Selling a covered call is one of the cleanest ways to turn a long-term stock position into a monthly income stream. You keep your shares, collect a premium, and accept a cap on upside in exchange.
For investors holding Mag 7 names like NVDA, MSFT, and AAPL, the math is attractive. These tickers carry deep option liquidity and elevated implied volatility, which together push premiums higher than what you can earn on a slow-moving consumer name.
This guide walks through how the strategy works, why the Mag 7 fits it well, how to pick a strike and tenor, and where the earnings calendar bites.
Covered Call 101: Income for Capped Upside
A covered call is a two-leg position. You own 100 shares of a stock and sell one call option against those shares. The buyer pays you a premium up front for the right to call your shares away at the strike price before expiry.
If the stock closes below the strike at expiry, the call expires worthless and you keep the premium plus your shares. If it closes above, your shares get assigned and you sell at the strike. According to the Options Industry Council: the primary motive is to earn premium income, not to bet on direction.
Maximum profit is fixed: strike minus cost basis, plus the premium received. Anything the stock does above the strike is upside you have already sold.
One practical constraint matters for Gotrade users: covered calls require 100 full shares of the underlying. If you have built a fractional position, you need to accumulate to a round 100 before you can write your first call.

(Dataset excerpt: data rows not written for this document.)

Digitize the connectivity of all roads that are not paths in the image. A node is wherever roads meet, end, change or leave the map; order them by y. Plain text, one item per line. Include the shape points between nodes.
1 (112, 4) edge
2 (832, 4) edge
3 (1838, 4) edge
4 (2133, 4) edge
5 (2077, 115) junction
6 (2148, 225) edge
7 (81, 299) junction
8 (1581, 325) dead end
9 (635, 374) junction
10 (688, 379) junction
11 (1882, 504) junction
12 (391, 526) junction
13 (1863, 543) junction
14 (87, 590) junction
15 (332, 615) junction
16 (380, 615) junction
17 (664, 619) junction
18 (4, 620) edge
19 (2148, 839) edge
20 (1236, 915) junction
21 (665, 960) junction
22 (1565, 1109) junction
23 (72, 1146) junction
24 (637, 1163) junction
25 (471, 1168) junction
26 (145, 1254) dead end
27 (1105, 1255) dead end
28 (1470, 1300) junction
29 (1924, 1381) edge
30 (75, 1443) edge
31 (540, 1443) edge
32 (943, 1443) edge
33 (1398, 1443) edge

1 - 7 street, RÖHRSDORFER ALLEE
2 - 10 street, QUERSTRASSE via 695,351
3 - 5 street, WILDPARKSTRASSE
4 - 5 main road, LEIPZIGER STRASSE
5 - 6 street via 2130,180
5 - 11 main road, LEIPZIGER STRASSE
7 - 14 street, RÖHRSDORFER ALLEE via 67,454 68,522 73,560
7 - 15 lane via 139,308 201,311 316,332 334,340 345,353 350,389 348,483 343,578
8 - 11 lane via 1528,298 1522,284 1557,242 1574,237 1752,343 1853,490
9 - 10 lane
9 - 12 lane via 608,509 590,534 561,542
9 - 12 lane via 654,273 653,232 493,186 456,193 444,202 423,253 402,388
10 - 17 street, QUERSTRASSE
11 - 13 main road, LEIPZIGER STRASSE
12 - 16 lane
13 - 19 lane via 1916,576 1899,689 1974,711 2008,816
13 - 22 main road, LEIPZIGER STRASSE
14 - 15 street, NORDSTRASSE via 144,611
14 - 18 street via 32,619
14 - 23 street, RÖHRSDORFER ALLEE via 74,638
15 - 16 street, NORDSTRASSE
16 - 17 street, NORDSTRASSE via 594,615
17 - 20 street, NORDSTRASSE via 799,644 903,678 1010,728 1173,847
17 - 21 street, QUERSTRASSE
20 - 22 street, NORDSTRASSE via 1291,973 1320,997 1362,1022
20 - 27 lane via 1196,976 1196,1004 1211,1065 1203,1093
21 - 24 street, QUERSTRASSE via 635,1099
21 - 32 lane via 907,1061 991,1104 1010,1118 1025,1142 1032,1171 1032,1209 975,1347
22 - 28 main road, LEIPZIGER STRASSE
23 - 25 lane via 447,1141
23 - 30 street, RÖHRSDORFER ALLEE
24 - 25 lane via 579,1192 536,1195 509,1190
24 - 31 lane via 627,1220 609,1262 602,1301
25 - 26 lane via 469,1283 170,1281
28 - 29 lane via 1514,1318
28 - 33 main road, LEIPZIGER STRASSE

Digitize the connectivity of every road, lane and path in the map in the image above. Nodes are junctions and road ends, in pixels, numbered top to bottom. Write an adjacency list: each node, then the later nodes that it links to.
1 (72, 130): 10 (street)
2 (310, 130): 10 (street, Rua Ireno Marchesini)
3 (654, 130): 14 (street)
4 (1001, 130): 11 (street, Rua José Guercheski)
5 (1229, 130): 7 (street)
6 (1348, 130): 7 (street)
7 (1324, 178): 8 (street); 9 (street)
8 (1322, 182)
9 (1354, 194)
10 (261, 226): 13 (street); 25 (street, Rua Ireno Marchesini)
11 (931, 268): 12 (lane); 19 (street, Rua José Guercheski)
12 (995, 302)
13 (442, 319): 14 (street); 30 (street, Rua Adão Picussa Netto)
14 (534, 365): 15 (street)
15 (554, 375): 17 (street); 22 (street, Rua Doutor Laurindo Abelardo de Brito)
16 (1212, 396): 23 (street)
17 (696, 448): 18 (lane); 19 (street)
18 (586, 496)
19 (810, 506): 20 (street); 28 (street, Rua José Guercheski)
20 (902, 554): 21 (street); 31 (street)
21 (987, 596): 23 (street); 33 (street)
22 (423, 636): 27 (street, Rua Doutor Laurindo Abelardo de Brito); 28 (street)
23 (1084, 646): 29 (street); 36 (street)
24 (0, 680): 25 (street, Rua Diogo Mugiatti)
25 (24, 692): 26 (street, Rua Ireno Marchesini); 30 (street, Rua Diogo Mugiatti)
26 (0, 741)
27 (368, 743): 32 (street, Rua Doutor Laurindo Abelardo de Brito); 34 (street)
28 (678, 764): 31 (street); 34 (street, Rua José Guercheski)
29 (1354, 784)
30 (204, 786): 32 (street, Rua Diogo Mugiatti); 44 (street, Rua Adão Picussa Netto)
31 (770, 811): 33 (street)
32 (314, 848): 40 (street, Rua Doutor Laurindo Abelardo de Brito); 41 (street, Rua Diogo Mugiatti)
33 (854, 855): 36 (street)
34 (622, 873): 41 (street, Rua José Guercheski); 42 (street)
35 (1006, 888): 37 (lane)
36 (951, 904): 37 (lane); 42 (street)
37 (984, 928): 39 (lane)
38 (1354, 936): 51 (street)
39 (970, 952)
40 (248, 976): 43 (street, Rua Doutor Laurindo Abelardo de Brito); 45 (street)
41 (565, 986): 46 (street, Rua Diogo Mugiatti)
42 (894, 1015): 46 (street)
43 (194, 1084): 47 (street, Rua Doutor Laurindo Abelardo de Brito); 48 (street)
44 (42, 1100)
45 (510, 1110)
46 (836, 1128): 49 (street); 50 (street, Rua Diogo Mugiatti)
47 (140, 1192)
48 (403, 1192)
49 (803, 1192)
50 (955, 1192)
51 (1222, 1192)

Why Mag 7 Stocks Suit Covered Calls
Three properties make Mag 7 names a natural fit. Option liquidity is deep, so bid-ask spreads stay tight. Implied volatility tends to run higher than the broad market, which lifts premiums. And these are companies most retail investors are willing to own through a cycle, so assignment still leaves you with cash at a price you were happy to sell at.
A useful sanity check: if you would not be content selling the stock at the strike, the strike is wrong. Covered calls are not a way to avoid assignment risk, they are a way to be paid for accepting it.
Strike Selection: 30-Delta vs 20-Delta vs 10-Delta
Strike choice is the main lever. Option delta gives a rough probability of finishing in the money at expiry.
A 30-delta call has roughly a 30 percent chance of assignment. Premium is fat, but you give up more upside. A 20-delta call halves the assignment probability while still paying a reasonable premium, and is usually the balanced starting point on NVDA and the rest. A 10-delta call is almost a tail trade: assignment is unlikely, but the premium is thin.
The annualized yield formula: (premium divided by cost basis) times (365 divided by days to expiry) times 100. As Fidelity walks through in its covered call breakdown, even a few percent of premium on a 30-day tenor compounds into a meaningful annualized number.
Worked example: you own 100 shares of NVDA bought at $180. You sell a 30-day call at the $200 strike for $4 per share, or $400 total. Premium yield is $4 divided by $180, or 2.22 percent over 30 days. Annualized, that is roughly 27 percent. The trade-off: if NVDA closes above $200, you sell at $200 and miss anything above.
Tenor: Weekly vs Monthly Cycles
Tenor choice trades convenience against theta decay. Theta, the rate at which an option loses value to time, accelerates in the final 30 days. Selling monthlies captures most of that decay in one trade and keeps your transaction count low.
Weeklies pay more annualized if you roll them religiously, but they punish lapses and force you to manage assignment risk every Friday. For most retail investors holding Mag 7 names alongside a day job, the 30-to-45 day monthly cycle is the workhorse.
Earnings Risk: Skip NVDA and AAPL Earnings Weeks
This is the rule that catches new sellers. Implied volatility runs up into earnings and collapses after the print, which sounds like a tailwind for short premium. The catch is the move itself: NVDA and AAPL can gap 8 to 12 percent on results, and a $400 premium does not cover a $1,500 gap above your strike.
The practical rule: close or roll the covered call before the earnings date, or pick a strike well above the implied move so a beat is still inside your cap. Covered calls explained walks through the assignment math in more depth.
Conclusion
Covered calls on Mag 7 stocks turn an existing long position into a recurring premium stream. The strategy rewards investors who already own the underlying, accept a capped upside, and respect the earnings calendar.
Start with a 20-delta call on a 30-day cycle, skip the earnings week, and let the math compound across the year. Premium income will not replace a bull market, but it can smooth a flat one.
Open a Gotrade account to start building 100-share positions in NVDA, MSFT, or AAPL with fractional shares from $1, then write your first covered call once you hit 100 shares.
FAQ
Do I need 100 full shares to sell a covered call?
Yes. One call contract is written against 100 shares, so fractional positions cannot be used until they accumulate to a round 100.
What happens if my Mag 7 stock rallies past the strike?
Your shares are called away at the strike price, you keep the premium, and you give up any gain above the strike.
Should I roll a covered call before earnings?
Usually yes. Closing or rolling before the print avoids a gap-up assignment for less than the realized move.
How is annualized yield calculated?
Premium divided by cost basis, times 365 divided by days to expiry, times 100.